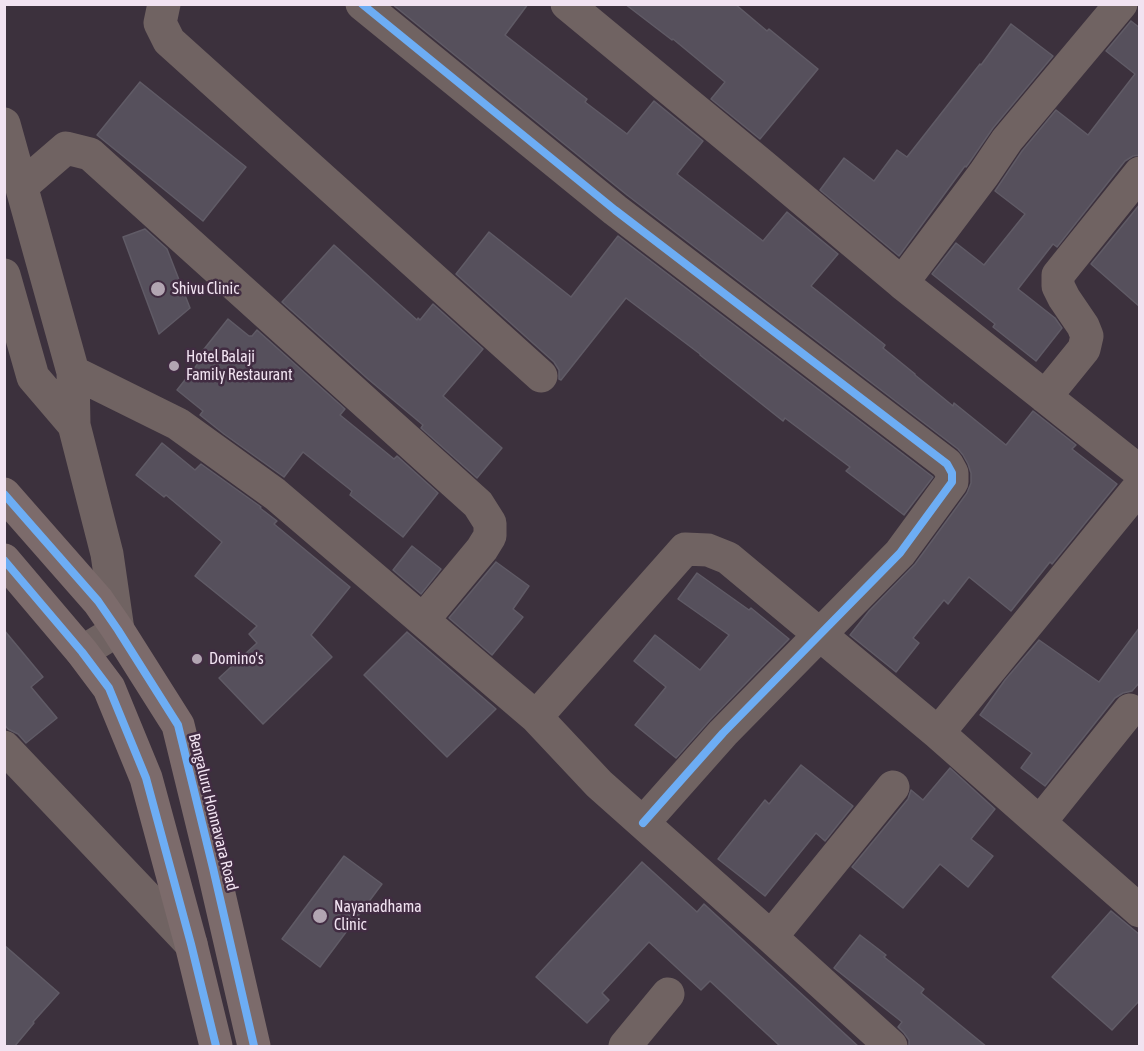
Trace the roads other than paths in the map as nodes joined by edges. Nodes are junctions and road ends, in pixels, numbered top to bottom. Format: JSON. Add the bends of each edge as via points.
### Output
{"nodes":[{"id":1,"x":164,"y":4,"type":"edge"},
{"id":2,"x":362,"y":4,"type":"edge"},
{"id":3,"x":567,"y":4,"type":"edge"},
{"id":4,"x":1121,"y":4,"type":"edge"},
{"id":5,"x":4,"y":124,"type":"edge"},
{"id":6,"x":1140,"y":173,"type":"edge"},
{"id":7,"x":22,"y":186,"type":"junction"},
{"id":8,"x":4,"y":274,"type":"edge"},
{"id":9,"x":902,"y":283,"type":"junction"},
{"id":10,"x":73,"y":372,"type":"junction"},
{"id":11,"x":541,"y":376,"type":"dead end"},
{"id":12,"x":1045,"y":397,"type":"junction"},
{"id":13,"x":74,"y":425,"type":"junction"},
{"id":14,"x":1140,"y":472,"type":"edge"},
{"id":15,"x":1140,"y":486,"type":"edge"},
{"id":16,"x":4,"y":494,"type":"edge"},
{"id":17,"x":5,"y":562,"type":"edge"},
{"id":18,"x":423,"y":620,"type":"junction"},
{"id":19,"x":118,"y":630,"type":"junction"},
{"id":20,"x":819,"y":635,"type":"junction"},
{"id":21,"x":82,"y":652,"type":"junction"},
{"id":22,"x":1130,"y":710,"type":"dead end"},
{"id":23,"x":536,"y":717,"type":"junction"},
{"id":24,"x":938,"y":733,"type":"junction"},
{"id":25,"x":4,"y":747,"type":"edge"},
{"id":26,"x":893,"y":787,"type":"dead end"},
{"id":27,"x":1040,"y":822,"type":"junction"},
{"id":28,"x":643,"y":823,"type":"junction"},
{"id":29,"x":1134,"y":893,"type":"edge"},
{"id":30,"x":771,"y":937,"type":"junction"},
{"id":31,"x":191,"y":944,"type":"junction"},
{"id":32,"x":668,"y":994,"type":"dead end"},
{"id":33,"x":216,"y":1047,"type":"edge"},
{"id":34,"x":254,"y":1047,"type":"edge"},
{"id":35,"x":625,"y":1047,"type":"edge"},
{"id":36,"x":891,"y":1047,"type":"edge"}],
"edges":[{"from":1,"to":11,"type":"street","via":[[160,22],[169,41]]},
{"from":2,"to":20,"type":"street","via":[[615,210],[947,464],[952,482],[900,553]]},
{"from":3,"to":9,"type":"street"},
{"from":4,"to":9,"type":"street","via":[[1007,140]]},
{"from":5,"to":7,"type":"street"},
{"from":6,"to":12,"type":"street","via":[[1058,275],[1058,286],[1087,336],[1084,349]]},
{"from":7,"to":10,"type":"street"},
{"from":7,"to":18,"type":"street","via":[[66,148],[90,154],[478,504],[490,523],[490,536]]},
{"from":8,"to":13,"type":"street","via":[[33,377]]},
{"from":9,"to":12,"type":"street"},
{"from":10,"to":13,"type":"street"},
{"from":10,"to":18,"type":"street","via":[[178,424],[275,494]]},
{"from":12,"to":14,"type":"street"},
{"from":13,"to":19,"type":"street","via":[[106,554]]},
{"from":15,"to":24,"type":"street"},
{"from":16,"to":19,"type":"main road","name":"Bengaluru Honnavara Road","via":[[98,601]]},
{"from":17,"to":21,"type":"main road"},
{"from":18,"to":23,"type":"street"},
{"from":19,"to":21,"type":"street"},
{"from":19,"to":34,"type":"main road","name":"Bengaluru Honnavara Road","via":[[178,725]]},
{"from":20,"to":23,"type":"street","via":[[728,558],[708,550],[685,549]]},
{"from":20,"to":24,"type":"street"},
{"from":20,"to":28,"type":"street","via":[[723,733]]},
{"from":21,"to":31,"type":"main road","via":[[109,688],[146,778]]},
{"from":22,"to":27,"type":"street"},
{"from":23,"to":28,"type":"street","via":[[599,784]]},
{"from":24,"to":27,"type":"street"},
{"from":25,"to":31,"type":"street"},
{"from":26,"to":30,"type":"street"},
{"from":27,"to":29,"type":"street"},
{"from":28,"to":30,"type":"street"},
{"from":30,"to":36,"type":"street"},
{"from":31,"to":33,"type":"main road"},
{"from":32,"to":35,"type":"street"}]}
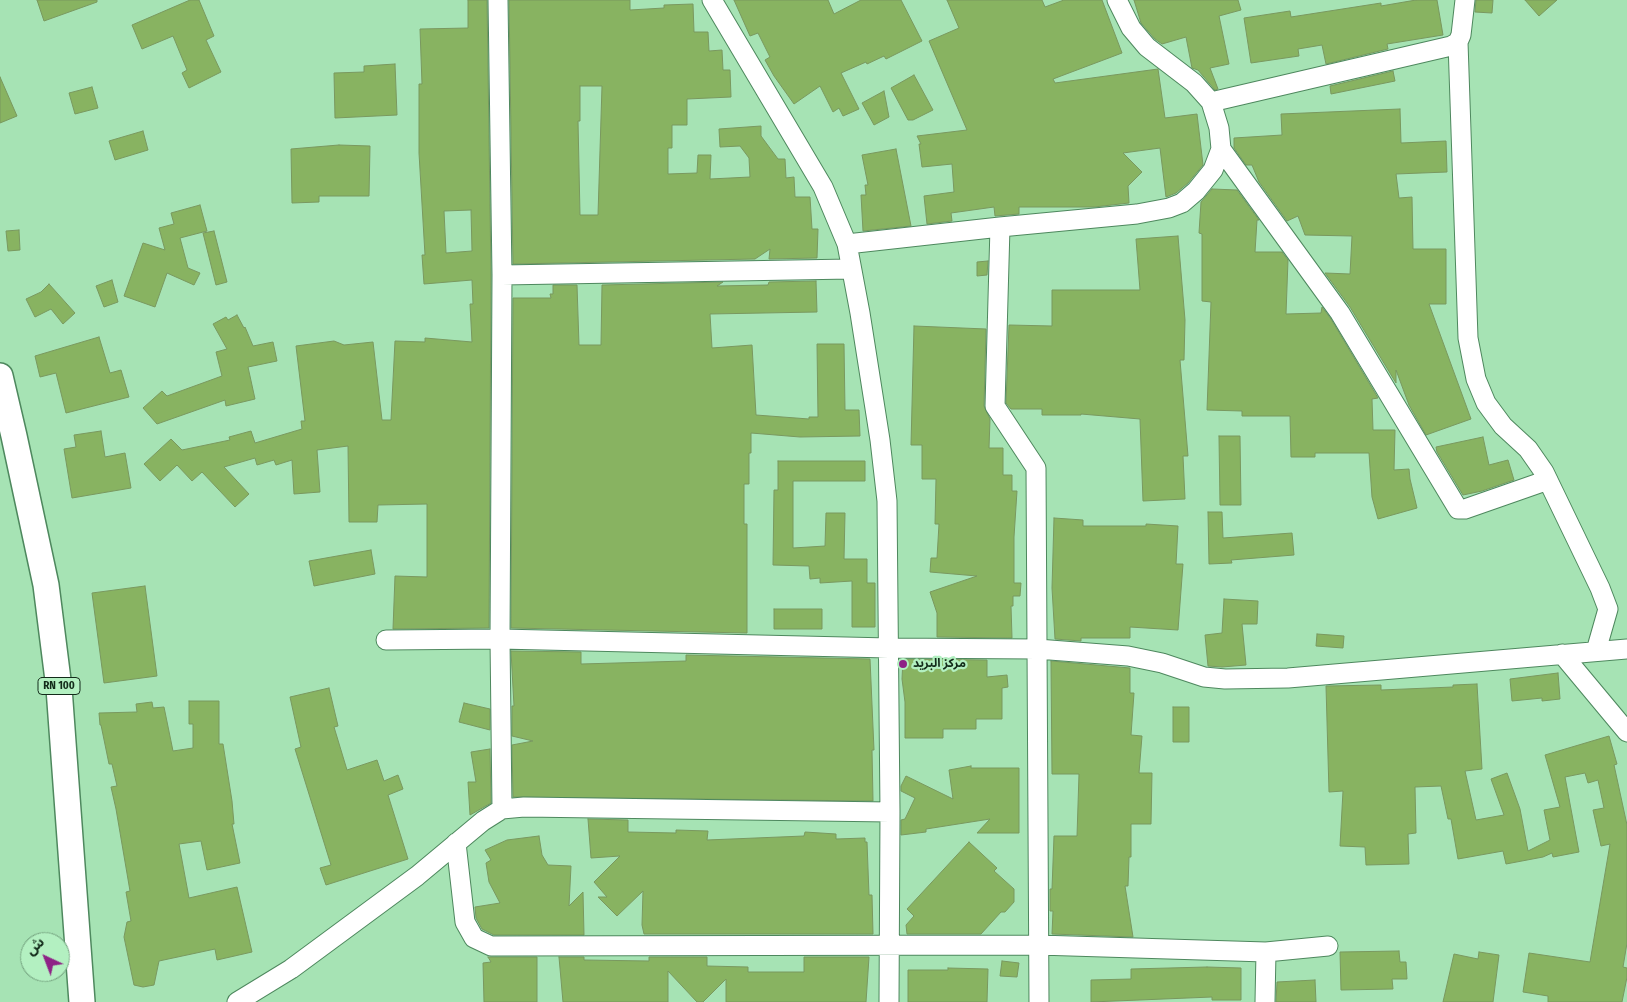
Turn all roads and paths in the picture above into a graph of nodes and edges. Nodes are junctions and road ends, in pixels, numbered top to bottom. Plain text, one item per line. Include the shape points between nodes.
1 (498, 0) edge
2 (712, 0) edge
3 (1117, 0) edge
4 (1465, 0) edge
5 (1458, 42) junction
6 (1211, 102) junction
7 (1220, 149) junction
8 (1000, 227) junction
9 (846, 244) junction
10 (851, 269) junction
11 (502, 275) junction
12 (0, 376) edge
13 (1548, 480) junction
14 (500, 639) junction
15 (386, 640) dead end
16 (889, 648) junction
17 (1037, 649) junction
18 (1627, 649) edge
19 (1596, 652) junction
20 (1562, 654) junction
21 (1627, 732) edge
22 (502, 809) junction
23 (890, 812) junction
24 (456, 843) junction
25 (889, 945) junction
26 (1038, 945) junction
27 (1328, 946) dead end
28 (1266, 952) junction
29 (82, 1002) edge
30 (237, 1002) edge
31 (889, 1002) edge
32 (1039, 1002) edge
33 (1266, 1002) edge

1 - 11 street
2 - 9 street via 823,187
3 - 6 street via 1131,28 1147,47 1194,83
4 - 5 street
5 - 6 street
5 - 13 street via 1468,338 1474,370 1486,403 1503,426 1528,449
6 - 7 street via 1219,128
7 - 8 street via 1213,170 1196,192 1169,208
7 - 13 street via 1340,313 1458,508 1470,507
8 - 9 street
8 - 17 street via 995,406 1036,468
9 - 10 street
10 - 11 street
10 - 16 street via 877,420 887,501
11 - 14 street
12 - 29 main road, RN 100 via 46,585 59,688
13 - 19 street via 1608,609
14 - 15 street
14 - 16 street
14 - 22 street
16 - 17 street
16 - 23 street
17 - 20 street via 1128,656 1225,680 1288,678
17 - 26 street
18 - 19 street
19 - 20 street
20 - 21 street
22 - 23 street
22 - 24 street
23 - 25 street
24 - 25 street via 465,922 474,938 491,946
24 - 30 street via 418,876 291,969
25 - 26 street
25 - 31 street
26 - 28 street
26 - 32 street
27 - 28 street
28 - 33 street

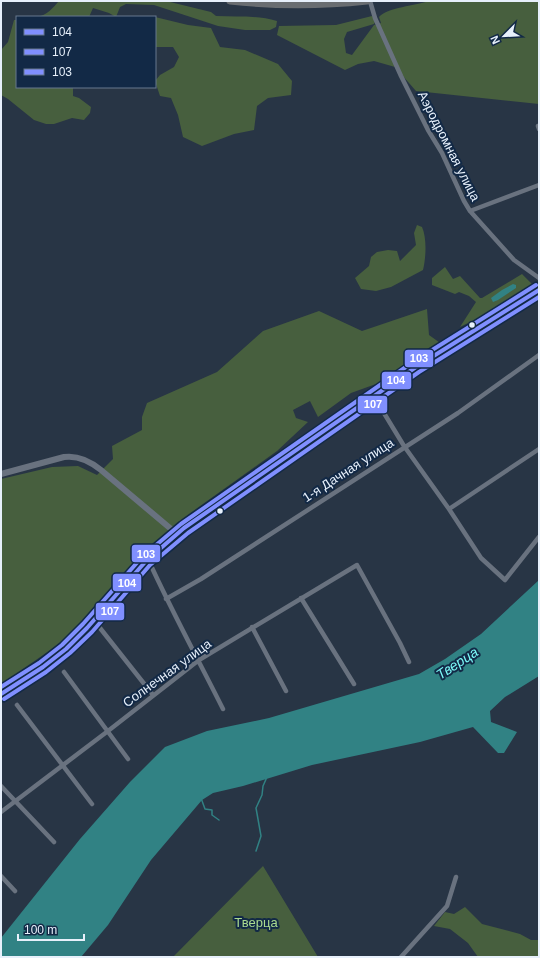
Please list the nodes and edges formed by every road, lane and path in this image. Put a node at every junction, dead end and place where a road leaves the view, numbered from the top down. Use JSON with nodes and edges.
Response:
{"nodes":[{"id":1,"x":230,"y":1,"type":"edge"},
{"id":2,"x":367,"y":1,"type":"edge"},
{"id":3,"x":370,"y":1,"type":"edge"},
{"id":4,"x":539,"y":184,"type":"edge"},
{"id":5,"x":470,"y":211,"type":"junction"},
{"id":6,"x":539,"y":278,"type":"edge"},
{"id":7,"x":539,"y":290,"type":"edge"},
{"id":8,"x":539,"y":355,"type":"edge"},
{"id":9,"x":374,"y":396,"type":"junction"},
{"id":10,"x":404,"y":446,"type":"junction"},
{"id":11,"x":539,"y":448,"type":"edge"},
{"id":12,"x":1,"y":474,"type":"edge"},
{"id":13,"x":449,"y":509,"type":"junction"},
{"id":14,"x":177,"y":534,"type":"junction"},
{"id":15,"x":539,"y":537,"type":"edge"},
{"id":16,"x":148,"y":559,"type":"junction"},
{"id":17,"x":301,"y":598,"type":"junction"},
{"id":18,"x":166,"y":599,"type":"junction"},
{"id":19,"x":252,"y":627,"type":"junction"},
{"id":20,"x":100,"y":628,"type":"dead end"},
{"id":21,"x":199,"y":660,"type":"junction"},
{"id":22,"x":409,"y":662,"type":"dead end"},
{"id":23,"x":64,"y":672,"type":"dead end"},
{"id":24,"x":354,"y":684,"type":"dead end"},
{"id":25,"x":286,"y":691,"type":"dead end"},
{"id":26,"x":1,"y":694,"type":"edge"},
{"id":27,"x":153,"y":695,"type":"junction"},
{"id":28,"x":17,"y":705,"type":"dead end"},
{"id":29,"x":223,"y":709,"type":"dead end"},
{"id":30,"x":108,"y":731,"type":"junction"},
{"id":31,"x":128,"y":759,"type":"dead end"},
{"id":32,"x":63,"y":765,"type":"junction"},
{"id":33,"x":1,"y":786,"type":"edge"},
{"id":34,"x":15,"y":801,"type":"junction"},
{"id":35,"x":92,"y":804,"type":"dead end"},
{"id":36,"x":1,"y":812,"type":"edge"},
{"id":37,"x":54,"y":842,"type":"dead end"},
{"id":38,"x":1,"y":876,"type":"edge"},
{"id":39,"x":456,"y":876,"type":"dead end"},
{"id":40,"x":16,"y":891,"type":"dead end"},
{"id":41,"x":401,"y":957,"type":"edge"}],
"edges":[{"from":1,"to":2,"type":"main road"},
{"from":3,"to":5,"type":"street","name":"Аэродромная улица"},
{"from":4,"to":5,"type":"street"},
{"from":5,"to":6,"type":"street","name":"Аэродромная улица"},
{"from":7,"to":9,"type":"main road"},
{"from":8,"to":10,"type":"street","name":"1-я Дачная улица"},
{"from":9,"to":10,"type":"street"},
{"from":9,"to":14,"type":"main road"},
{"from":10,"to":13,"type":"street"},
{"from":10,"to":18,"type":"street","name":"1-я Дачная улица"},
{"from":11,"to":13,"type":"street"},
{"from":12,"to":14,"type":"street"},
{"from":13,"to":15,"type":"street"},
{"from":14,"to":16,"type":"main road"},
{"from":16,"to":18,"type":"street"},
{"from":16,"to":26,"type":"main road"},
{"from":17,"to":19,"type":"street","name":"Солнечная улица"},
{"from":17,"to":22,"type":"street","name":"Солнечная улица"},
{"from":17,"to":24,"type":"street"},
{"from":18,"to":21,"type":"street"},
{"from":19,"to":21,"type":"street","name":"Солнечная улица"},
{"from":19,"to":25,"type":"street"},
{"from":20,"to":27,"type":"street"},
{"from":21,"to":27,"type":"street","name":"Солнечная улица"},
{"from":21,"to":29,"type":"street"},
{"from":23,"to":30,"type":"street"},
{"from":27,"to":30,"type":"street","name":"Солнечная улица"},
{"from":28,"to":32,"type":"street"},
{"from":30,"to":31,"type":"street"},
{"from":30,"to":32,"type":"street","name":"Солнечная улица"},
{"from":32,"to":34,"type":"street","name":"Солнечная улица"},
{"from":32,"to":35,"type":"street"},
{"from":33,"to":34,"type":"street"},
{"from":34,"to":36,"type":"street","name":"Солнечная улица"},
{"from":34,"to":37,"type":"street"},
{"from":38,"to":40,"type":"street"},
{"from":39,"to":41,"type":"street"}]}
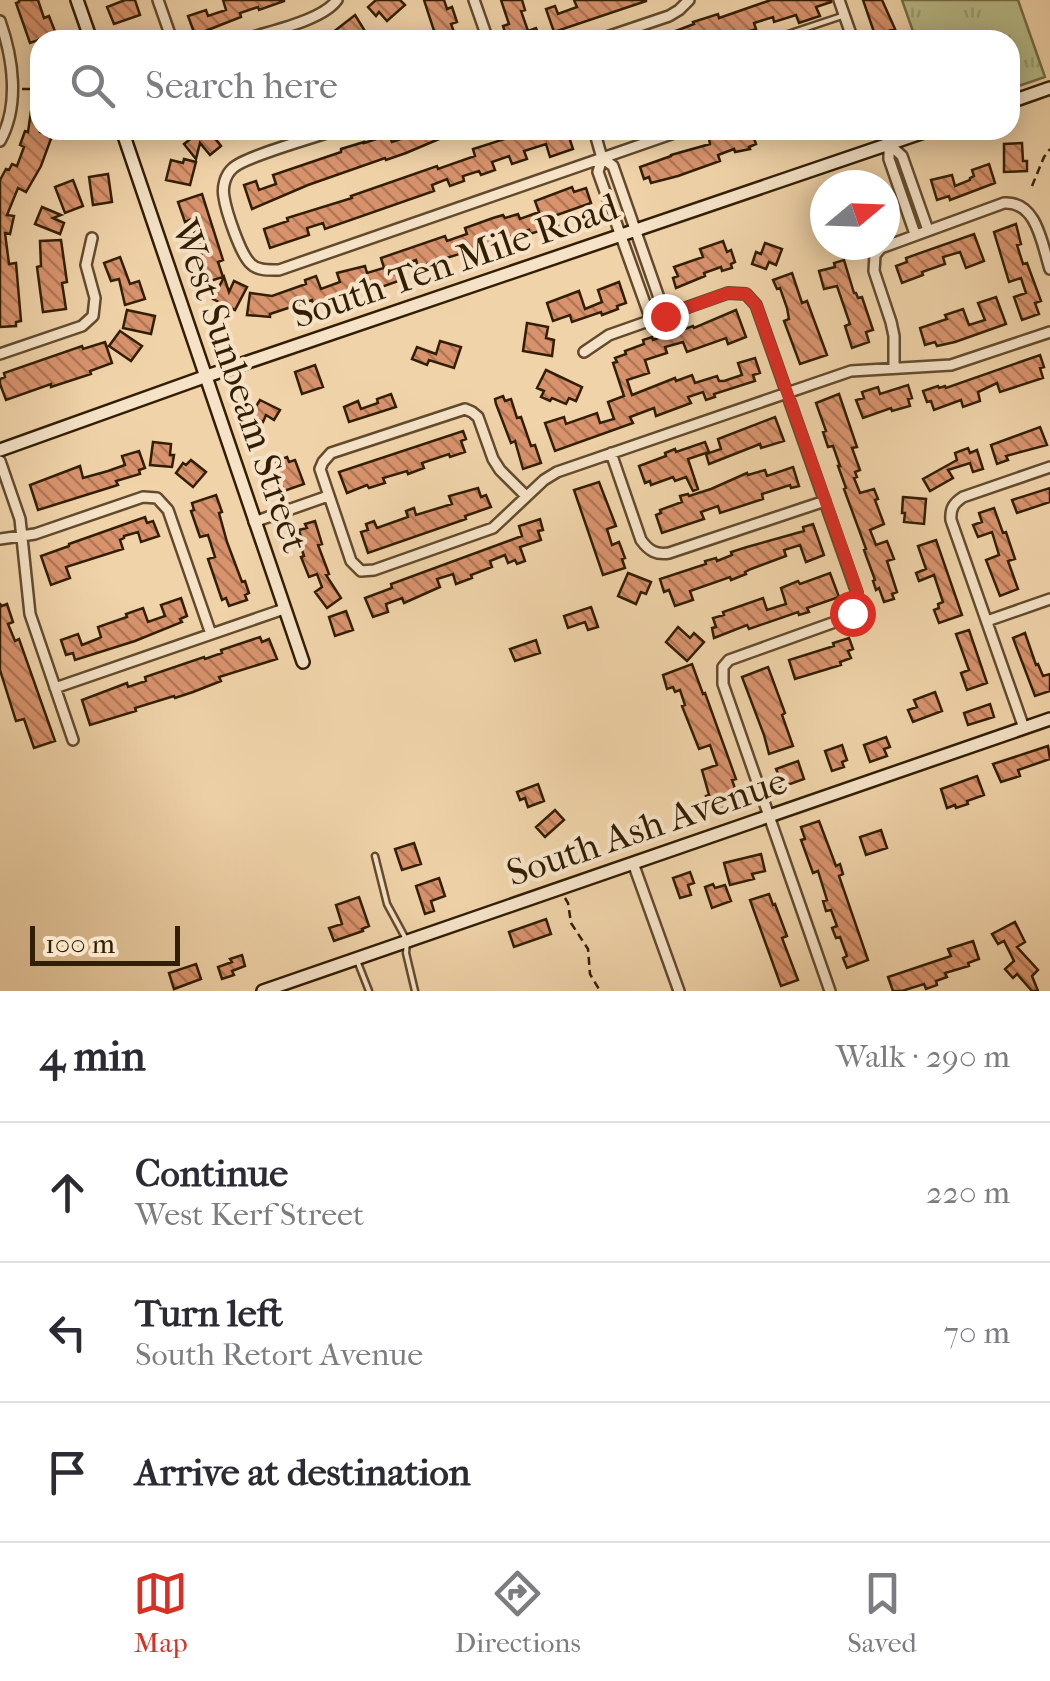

WHAT YOU ARE ASKED TO DO.
Note how many lines in the data above have the string "numbered" in them, and give that number by itself.

EXERCISE RESPONSE.
3